The city of Berkeley and a neighborhood group have filed a lawsuit against the University of Berkeley for their uncontrolled enrollment growth.
Between the years of 2015 and 2018, the population at the university grew from 31,800 to 40,955 and by 2022, will increase by another 4,000 students.
However, in 2005, the university predicted that the student population would only increase about 5 percent through 2020. By 2018, the increase in the number of students actually rose close to 29 percent. The increased enrollment puts a $21 million strain on the city, and city officials want the university to pay its fair share for the increased costs.
The lawsuit doesn’t ask for any monetary demand. It instead requests for the university to analyze the effect the increased enrollment has on various services, such as police, fire and public transportation.

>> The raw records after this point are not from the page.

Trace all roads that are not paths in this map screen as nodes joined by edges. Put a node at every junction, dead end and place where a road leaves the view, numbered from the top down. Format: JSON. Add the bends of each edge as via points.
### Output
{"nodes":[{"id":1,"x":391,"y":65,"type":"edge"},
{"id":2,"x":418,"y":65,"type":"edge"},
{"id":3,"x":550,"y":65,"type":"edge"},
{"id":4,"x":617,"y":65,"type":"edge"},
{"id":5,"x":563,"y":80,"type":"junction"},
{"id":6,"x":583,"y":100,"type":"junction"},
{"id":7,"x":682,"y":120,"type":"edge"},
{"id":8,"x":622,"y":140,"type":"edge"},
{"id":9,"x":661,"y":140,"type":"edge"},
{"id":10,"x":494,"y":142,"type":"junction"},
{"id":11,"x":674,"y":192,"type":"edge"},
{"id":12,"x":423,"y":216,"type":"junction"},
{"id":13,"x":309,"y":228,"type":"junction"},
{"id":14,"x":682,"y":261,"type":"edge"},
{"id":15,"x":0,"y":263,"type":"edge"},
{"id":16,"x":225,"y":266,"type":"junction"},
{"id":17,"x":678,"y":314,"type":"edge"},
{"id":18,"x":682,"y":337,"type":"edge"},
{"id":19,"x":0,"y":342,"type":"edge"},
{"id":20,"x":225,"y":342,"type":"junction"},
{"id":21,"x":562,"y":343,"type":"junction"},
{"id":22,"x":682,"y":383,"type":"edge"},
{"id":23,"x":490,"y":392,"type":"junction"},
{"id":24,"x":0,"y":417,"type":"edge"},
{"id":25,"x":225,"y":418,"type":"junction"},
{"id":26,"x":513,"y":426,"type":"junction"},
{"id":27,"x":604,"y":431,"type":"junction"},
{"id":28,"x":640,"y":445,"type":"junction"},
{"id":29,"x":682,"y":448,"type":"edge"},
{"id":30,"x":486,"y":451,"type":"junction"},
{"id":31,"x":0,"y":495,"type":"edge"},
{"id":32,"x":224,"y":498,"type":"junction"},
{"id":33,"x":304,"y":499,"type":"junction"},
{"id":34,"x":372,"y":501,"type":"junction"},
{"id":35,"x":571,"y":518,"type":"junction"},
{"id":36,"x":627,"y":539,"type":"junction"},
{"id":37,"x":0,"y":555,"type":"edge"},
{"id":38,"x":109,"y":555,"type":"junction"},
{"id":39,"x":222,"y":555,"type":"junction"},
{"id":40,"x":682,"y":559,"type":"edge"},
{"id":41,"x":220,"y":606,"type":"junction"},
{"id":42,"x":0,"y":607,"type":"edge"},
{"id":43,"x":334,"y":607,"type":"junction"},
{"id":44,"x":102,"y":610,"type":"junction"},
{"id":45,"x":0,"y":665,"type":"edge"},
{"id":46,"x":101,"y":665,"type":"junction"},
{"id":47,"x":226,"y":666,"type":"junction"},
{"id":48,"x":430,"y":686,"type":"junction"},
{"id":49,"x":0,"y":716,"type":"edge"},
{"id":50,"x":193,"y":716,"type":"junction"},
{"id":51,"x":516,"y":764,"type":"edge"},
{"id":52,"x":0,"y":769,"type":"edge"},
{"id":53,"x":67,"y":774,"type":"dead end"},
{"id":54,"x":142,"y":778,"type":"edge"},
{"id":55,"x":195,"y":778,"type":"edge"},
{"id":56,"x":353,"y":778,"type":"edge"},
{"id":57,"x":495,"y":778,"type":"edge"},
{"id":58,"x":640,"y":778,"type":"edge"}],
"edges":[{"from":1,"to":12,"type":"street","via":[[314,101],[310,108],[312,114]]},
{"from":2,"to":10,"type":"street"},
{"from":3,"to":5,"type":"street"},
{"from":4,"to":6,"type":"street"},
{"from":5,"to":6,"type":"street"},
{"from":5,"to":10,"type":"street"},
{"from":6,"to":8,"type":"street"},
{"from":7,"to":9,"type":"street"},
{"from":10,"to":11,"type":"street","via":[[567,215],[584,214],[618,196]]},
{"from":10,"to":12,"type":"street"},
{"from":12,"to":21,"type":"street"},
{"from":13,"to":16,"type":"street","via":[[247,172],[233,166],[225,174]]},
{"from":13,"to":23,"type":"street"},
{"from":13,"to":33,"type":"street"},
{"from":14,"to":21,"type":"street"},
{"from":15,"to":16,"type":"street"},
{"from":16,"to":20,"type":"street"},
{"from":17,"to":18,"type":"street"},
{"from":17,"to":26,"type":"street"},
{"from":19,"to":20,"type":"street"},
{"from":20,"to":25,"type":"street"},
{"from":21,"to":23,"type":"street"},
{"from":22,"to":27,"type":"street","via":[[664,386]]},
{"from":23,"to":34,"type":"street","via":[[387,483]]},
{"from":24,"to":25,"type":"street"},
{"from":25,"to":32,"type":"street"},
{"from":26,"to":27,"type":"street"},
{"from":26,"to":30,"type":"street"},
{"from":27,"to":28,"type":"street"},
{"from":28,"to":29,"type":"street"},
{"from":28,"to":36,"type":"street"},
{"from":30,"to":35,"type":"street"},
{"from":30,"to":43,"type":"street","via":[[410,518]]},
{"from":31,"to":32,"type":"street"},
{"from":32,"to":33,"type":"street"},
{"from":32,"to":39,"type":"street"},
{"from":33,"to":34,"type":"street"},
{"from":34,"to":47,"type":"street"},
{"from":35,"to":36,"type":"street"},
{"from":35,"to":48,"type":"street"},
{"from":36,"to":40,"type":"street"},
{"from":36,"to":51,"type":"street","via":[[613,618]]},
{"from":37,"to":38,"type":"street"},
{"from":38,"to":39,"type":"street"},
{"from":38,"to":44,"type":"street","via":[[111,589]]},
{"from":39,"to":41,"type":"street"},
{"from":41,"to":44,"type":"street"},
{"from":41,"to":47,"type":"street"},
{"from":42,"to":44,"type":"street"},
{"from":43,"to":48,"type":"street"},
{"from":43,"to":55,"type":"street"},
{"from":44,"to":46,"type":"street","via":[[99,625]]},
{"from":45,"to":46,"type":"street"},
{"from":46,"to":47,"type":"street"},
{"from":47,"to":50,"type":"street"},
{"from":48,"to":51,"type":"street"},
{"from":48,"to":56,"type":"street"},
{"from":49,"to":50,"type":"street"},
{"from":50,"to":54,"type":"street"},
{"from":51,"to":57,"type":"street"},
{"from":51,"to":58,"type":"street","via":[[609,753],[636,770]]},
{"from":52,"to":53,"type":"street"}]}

The lawsuit says the university tucked the enrollment increase into a report for the “Upper Hearst Project”, a proposal that includes a 150-unit dorm with parking and a four-story academic building. It claims that a report into the effect of the increased number of students, should have been separate under California’s Environmental Quality Act.
“What they’ve tried to do is bury their campuswide enrollment impact into a report about two buildings,” city spokesman Matthai Chakko said in an interview Thursday, adding that the city isn’t against the Upper Hearst Project itself.
UC Berkeley spokesman Dan Mogulof said university administration would be happy to figure out that numbers and negotiate a fair compensation to the city, but that Berkely decided to “proceed with costly litigation” instead, which will only delay the construction of “urgently needed student housing.”
Mogulf also addressed that the university makes a yearly payment of $1.8 million to the city to compensate for the strain its students put on city services. He said that the university is willing to increase its payments by 30 percent, but raising the payments by more than 1,000 percent would be “unprecedented.”.